Wovon ich aber eigentlich schreiben wollte, ist die Berliner S-Bahn. Seit zweieinhalb Monaten fahre ich jetzt beinahe jeden Tag ein mehr oder weniger langes Stück mit der S-Bahn und ständig beobachte ich Szenen, die mir unglaublich poetisch, vielsagend, traurig oder einfach skuril vorkommen. Ich glaube, man könnte ein Jahr lang S-Bahn fahren und ein echt dickes Buch darüber schreiben. In der S-Bahn erhält man Einblicke in den Alltag anderer Menschen, bekommt manchmal schneller als gut wäre mit, wie die Beziehungen untereinander sind, kann vielleicht für 7 Minuten unbemerkt teilhaben an ihrem Leben. Das Schöne an diesen anonymen Figuren ist: was man nicht weiß, kann man sich dazudenken. Und auch wenn ich jeden Tag genervt bin von der Fahrt, den Verspätungen, der "nutzlosen" Zeit die meinen Feierabend unnötig weit in die Ferne rückt... S-Bahn fahren ist schon ein echtes Erlebnis.

Traurig, schockierend, und gleichzeitig mit einem angenenhmen Gruseln zu beobachten sind die jungen Mütter.
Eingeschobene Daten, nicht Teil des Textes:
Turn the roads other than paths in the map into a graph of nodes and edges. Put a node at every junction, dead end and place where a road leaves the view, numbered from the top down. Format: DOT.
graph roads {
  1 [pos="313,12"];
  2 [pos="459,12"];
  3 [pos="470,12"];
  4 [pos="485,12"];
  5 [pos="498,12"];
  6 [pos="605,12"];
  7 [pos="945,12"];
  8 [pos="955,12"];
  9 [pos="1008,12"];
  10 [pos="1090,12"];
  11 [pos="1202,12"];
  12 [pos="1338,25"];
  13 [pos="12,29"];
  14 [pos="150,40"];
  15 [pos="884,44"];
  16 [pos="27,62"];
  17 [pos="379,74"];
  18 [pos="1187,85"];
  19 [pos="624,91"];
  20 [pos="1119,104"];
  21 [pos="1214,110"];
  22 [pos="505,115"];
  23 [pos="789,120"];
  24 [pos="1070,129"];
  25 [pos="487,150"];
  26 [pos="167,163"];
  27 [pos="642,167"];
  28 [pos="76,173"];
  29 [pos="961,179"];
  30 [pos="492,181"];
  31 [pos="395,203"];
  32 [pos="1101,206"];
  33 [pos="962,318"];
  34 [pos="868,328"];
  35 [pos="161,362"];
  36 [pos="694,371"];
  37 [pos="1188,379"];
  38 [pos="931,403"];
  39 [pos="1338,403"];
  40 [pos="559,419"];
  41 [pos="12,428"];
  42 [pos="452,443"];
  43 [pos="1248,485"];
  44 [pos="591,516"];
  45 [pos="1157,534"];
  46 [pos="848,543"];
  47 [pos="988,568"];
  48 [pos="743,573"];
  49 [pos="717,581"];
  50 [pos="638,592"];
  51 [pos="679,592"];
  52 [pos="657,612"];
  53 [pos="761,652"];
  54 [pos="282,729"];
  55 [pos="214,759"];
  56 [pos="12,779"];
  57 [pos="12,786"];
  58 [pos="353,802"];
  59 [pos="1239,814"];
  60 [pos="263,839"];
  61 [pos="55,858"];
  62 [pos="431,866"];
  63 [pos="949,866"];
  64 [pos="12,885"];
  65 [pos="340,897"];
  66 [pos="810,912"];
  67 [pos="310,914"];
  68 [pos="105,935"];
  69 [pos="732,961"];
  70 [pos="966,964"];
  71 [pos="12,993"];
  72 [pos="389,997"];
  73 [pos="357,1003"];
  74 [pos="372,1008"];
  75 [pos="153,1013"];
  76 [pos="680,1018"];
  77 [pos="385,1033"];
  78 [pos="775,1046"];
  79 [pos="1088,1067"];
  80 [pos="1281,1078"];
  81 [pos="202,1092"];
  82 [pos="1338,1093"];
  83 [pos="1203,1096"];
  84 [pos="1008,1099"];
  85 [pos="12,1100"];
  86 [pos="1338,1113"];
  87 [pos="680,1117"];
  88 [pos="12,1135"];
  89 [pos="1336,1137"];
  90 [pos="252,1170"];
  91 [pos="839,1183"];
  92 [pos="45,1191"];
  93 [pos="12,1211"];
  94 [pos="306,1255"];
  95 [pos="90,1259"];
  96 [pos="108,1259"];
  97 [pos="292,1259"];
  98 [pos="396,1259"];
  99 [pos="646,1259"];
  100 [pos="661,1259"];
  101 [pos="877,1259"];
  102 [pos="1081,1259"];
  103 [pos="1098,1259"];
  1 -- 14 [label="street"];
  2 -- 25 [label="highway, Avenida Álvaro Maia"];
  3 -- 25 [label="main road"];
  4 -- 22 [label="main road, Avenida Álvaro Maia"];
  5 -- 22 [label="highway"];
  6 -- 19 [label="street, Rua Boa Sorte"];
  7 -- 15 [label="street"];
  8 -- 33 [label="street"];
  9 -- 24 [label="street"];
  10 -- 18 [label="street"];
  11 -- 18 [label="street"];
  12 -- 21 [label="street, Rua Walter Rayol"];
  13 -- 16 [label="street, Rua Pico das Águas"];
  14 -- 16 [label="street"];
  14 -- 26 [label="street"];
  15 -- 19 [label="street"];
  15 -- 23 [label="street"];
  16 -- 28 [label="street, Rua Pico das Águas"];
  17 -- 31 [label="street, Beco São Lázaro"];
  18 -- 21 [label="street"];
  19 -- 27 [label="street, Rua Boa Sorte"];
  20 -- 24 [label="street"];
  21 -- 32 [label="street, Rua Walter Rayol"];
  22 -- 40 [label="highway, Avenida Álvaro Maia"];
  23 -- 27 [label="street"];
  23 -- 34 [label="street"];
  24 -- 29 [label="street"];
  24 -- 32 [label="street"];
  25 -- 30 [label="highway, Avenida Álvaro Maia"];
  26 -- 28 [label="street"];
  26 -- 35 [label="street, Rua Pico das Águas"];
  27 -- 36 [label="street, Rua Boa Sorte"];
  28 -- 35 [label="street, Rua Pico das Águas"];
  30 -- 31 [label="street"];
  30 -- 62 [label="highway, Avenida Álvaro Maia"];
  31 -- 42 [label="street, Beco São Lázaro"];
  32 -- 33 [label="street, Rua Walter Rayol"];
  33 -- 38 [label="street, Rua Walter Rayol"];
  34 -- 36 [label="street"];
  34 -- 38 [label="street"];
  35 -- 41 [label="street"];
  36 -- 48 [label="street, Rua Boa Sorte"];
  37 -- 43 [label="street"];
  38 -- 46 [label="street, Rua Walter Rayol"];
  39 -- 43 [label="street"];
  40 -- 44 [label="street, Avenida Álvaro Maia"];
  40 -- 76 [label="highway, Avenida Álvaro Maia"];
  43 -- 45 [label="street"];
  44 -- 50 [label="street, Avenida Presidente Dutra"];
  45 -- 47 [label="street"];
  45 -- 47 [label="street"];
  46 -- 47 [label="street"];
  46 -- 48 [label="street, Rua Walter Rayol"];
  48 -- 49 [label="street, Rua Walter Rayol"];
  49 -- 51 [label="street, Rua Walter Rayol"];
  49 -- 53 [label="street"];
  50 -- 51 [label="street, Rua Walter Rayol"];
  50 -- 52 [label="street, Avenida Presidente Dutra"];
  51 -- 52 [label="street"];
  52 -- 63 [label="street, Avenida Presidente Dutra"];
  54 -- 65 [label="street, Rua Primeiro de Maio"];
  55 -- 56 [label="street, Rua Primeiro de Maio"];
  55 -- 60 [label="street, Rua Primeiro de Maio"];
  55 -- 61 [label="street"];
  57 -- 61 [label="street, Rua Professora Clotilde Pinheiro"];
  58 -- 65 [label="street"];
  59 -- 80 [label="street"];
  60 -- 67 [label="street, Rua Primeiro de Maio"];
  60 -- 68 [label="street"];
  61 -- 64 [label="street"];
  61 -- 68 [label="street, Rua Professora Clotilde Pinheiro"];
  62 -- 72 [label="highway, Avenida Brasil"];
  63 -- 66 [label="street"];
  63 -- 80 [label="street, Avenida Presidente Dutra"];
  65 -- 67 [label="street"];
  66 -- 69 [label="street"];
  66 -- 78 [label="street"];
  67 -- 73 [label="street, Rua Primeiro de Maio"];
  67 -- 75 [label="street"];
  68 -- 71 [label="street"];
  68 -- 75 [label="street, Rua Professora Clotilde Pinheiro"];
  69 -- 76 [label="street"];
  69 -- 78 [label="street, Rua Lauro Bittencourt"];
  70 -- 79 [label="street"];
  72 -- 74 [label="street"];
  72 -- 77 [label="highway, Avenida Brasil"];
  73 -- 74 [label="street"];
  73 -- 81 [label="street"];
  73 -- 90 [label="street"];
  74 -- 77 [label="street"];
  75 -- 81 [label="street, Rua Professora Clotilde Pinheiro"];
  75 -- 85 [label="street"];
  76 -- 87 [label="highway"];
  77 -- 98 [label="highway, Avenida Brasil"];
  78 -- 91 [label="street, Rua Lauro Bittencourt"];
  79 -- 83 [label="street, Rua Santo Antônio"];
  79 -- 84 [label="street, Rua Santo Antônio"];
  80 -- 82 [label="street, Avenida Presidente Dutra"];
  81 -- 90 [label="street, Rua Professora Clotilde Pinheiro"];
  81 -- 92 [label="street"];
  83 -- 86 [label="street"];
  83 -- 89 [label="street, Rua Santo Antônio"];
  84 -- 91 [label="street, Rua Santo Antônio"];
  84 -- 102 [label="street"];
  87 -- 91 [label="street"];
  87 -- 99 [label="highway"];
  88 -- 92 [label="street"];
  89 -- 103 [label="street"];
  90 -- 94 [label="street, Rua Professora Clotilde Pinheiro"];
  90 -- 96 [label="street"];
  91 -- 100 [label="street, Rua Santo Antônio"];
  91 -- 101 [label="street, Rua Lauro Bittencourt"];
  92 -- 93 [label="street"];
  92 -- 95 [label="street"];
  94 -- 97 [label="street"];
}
Ich meine die sehr jungen. Die, die noch nichtmal aus der Phase der Make-Up-Experimente heraus sind. Meistens übergewichtig, nicht die schönsten Klamotten. Immer, und zwar ausnahmslos immer, sind sie allein unterwegs, oder höchstens noch mit einer Mutter, deren faltige Gesichtshaut Bände über die unzähligen Stangen Zigaretten spricht, die sie in ihrem Leben schon konsumiert hat. Asozial. Bloß gut, dass ich nicht so bin. Wie kann man auch so blöd sein...
Meistens haben diese Mütter ihre Kevins oder Melanies nicht im Griff. Die zappeln und krähen und sind auch mit viel Futter nicht zufrieden zu stellen.
Und wisst ihr was? Diese jungen Mütter strahlen so oft eine unglaubliche Zufriedenheit aus. Sogar Glück. Selbstbewusst streichen sie sich die Haare aus dem Gesicht, bevor sie sich wieder voller Hingabe ihrem Baby widmen, das in einem Kinderwagen liegt, den die Mutter anstelle der schicken Klamotten gekauft hat. Sie sehen nur diesen kleinen Wurm, und sind völlig immun gegen alle Blicke, die ihnen zugeworfen werden. Ist die Oma mit dabei, sieht man den Stolz trotz allem Kummer förmlich aus ihren Augen springen. Diese Menschen haben ihren Platz im Leben gefunden, und es ist scheißegal was jemand wie ich darüber denkt, wer sich über das Babygeschrei aufregt, wieviel Abneigung, Ablehnung und Verachtung ihnen von wildfremden Leuten entgegentritt, von denen jeder meint, die Geschichte "solcher Leute" zu kennen.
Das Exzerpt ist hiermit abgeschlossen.